> [Instructions for the task]: Each entry has to be given again in its exact wording, and no picture may appear in the result.

════════════════════

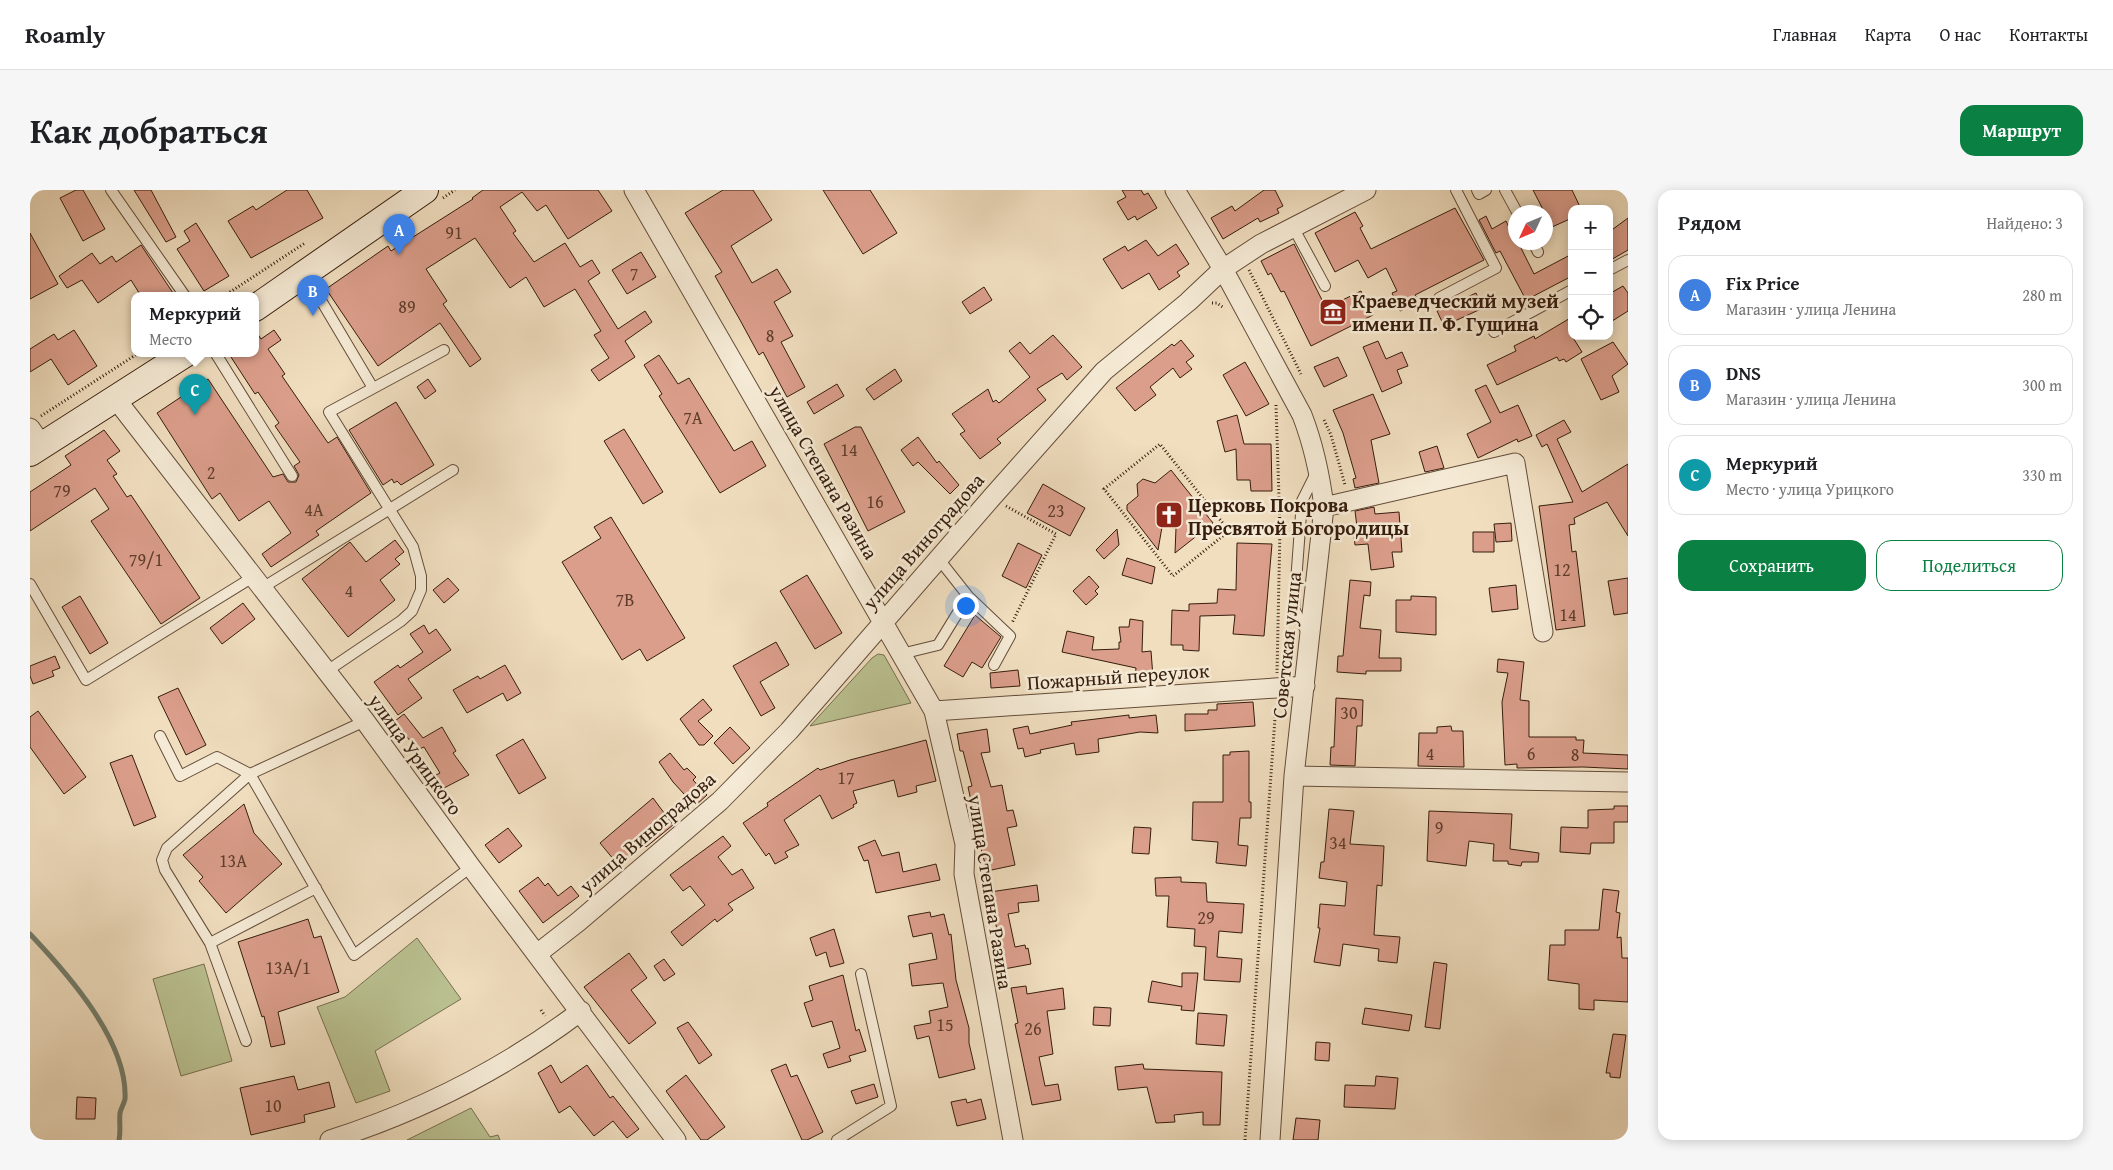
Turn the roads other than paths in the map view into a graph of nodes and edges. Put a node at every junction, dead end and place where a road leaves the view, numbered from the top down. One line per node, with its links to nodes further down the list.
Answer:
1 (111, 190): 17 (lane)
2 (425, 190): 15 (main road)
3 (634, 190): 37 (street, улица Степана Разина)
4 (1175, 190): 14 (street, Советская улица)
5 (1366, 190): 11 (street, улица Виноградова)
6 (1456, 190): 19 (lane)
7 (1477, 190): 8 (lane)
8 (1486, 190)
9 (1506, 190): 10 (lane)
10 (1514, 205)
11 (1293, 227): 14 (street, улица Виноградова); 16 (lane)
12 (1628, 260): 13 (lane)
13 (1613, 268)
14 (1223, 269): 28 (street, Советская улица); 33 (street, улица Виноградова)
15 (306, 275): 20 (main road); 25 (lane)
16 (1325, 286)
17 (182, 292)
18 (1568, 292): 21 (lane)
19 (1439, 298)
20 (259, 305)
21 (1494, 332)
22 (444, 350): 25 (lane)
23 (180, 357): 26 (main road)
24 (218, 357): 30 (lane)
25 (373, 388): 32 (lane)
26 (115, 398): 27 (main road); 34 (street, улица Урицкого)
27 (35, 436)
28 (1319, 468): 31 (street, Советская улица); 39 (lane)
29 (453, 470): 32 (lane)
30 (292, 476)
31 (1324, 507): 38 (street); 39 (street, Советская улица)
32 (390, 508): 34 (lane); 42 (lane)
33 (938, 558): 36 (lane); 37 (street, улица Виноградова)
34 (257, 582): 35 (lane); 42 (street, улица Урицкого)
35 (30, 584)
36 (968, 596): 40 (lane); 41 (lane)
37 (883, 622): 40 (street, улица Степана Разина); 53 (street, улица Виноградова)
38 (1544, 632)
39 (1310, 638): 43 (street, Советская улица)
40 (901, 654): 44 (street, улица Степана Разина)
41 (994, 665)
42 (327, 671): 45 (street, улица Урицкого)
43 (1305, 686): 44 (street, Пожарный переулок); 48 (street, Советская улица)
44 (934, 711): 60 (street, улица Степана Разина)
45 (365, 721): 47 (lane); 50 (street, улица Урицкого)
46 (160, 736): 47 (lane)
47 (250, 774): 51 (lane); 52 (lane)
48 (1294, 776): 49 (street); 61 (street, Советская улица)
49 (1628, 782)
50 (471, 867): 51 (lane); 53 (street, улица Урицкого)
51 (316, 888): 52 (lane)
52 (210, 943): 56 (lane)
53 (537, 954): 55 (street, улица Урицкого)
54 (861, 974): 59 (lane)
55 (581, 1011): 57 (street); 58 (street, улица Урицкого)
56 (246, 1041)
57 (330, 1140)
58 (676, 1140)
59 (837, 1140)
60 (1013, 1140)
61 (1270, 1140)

════════════════════

> [Result]:
Turn the roads other than paths in the map view into a graph of nodes and edges. Put a node at every junction, dead end and place where a road leaves the view, numbered from the top down. One line per node, with its links to nodes further down the list.
Answer:
1 (111, 190): 17 (lane)
2 (425, 190): 15 (main road)
3 (634, 190): 37 (street, улица Степана Разина)
4 (1175, 190): 14 (street, Советская улица)
5 (1366, 190): 11 (street, улица Виноградова)
6 (1456, 190): 19 (lane)
7 (1477, 190): 8 (lane)
8 (1486, 190)
9 (1506, 190): 10 (lane)
10 (1514, 205)
11 (1293, 227): 14 (street, улица Виноградова); 16 (lane)
12 (1628, 260): 13 (lane)
13 (1613, 268)
14 (1223, 269): 28 (street, Советская улица); 33 (street, улица Виноградова)
15 (306, 275): 20 (main road); 25 (lane)
16 (1325, 286)
17 (182, 292)
18 (1568, 292): 21 (lane)
19 (1439, 298)
20 (259, 305)
21 (1494, 332)
22 (444, 350): 25 (lane)
23 (180, 357): 26 (main road)
24 (218, 357): 30 (lane)
25 (373, 388): 32 (lane)
26 (115, 398): 27 (main road); 34 (street, улица Урицкого)
27 (35, 436)
28 (1319, 468): 31 (street, Советская улица); 39 (lane)
29 (453, 470): 32 (lane)
30 (292, 476)
31 (1324, 507): 38 (street); 39 (street, Советская улица)
32 (390, 508): 34 (lane); 42 (lane)
33 (938, 558): 36 (lane); 37 (street, улица Виноградова)
34 (257, 582): 35 (lane); 42 (street, улица Урицкого)
35 (30, 584)
36 (968, 596): 40 (lane); 41 (lane)
37 (883, 622): 40 (street, улица Степана Разина); 53 (street, улица Виноградова)
38 (1544, 632)
39 (1310, 638): 43 (street, Советская улица)
40 (901, 654): 44 (street, улица Степана Разина)
41 (994, 665)
42 (327, 671): 45 (street, улица Урицкого)
43 (1305, 686): 44 (street, Пожарный переулок); 48 (street, Советская улица)
44 (934, 711): 60 (street, улица Степана Разина)
45 (365, 721): 47 (lane); 50 (street, улица Урицкого)
46 (160, 736): 47 (lane)
47 (250, 774): 51 (lane); 52 (lane)
48 (1294, 776): 49 (street); 61 (street, Советская улица)
49 (1628, 782)
50 (471, 867): 51 (lane); 53 (street, улица Урицкого)
51 (316, 888): 52 (lane)
52 (210, 943): 56 (lane)
53 (537, 954): 55 (street, улица Урицкого)
54 (861, 974): 59 (lane)
55 (581, 1011): 57 (street); 58 (street, улица Урицкого)
56 (246, 1041)
57 (330, 1140)
58 (676, 1140)
59 (837, 1140)
60 (1013, 1140)
61 (1270, 1140)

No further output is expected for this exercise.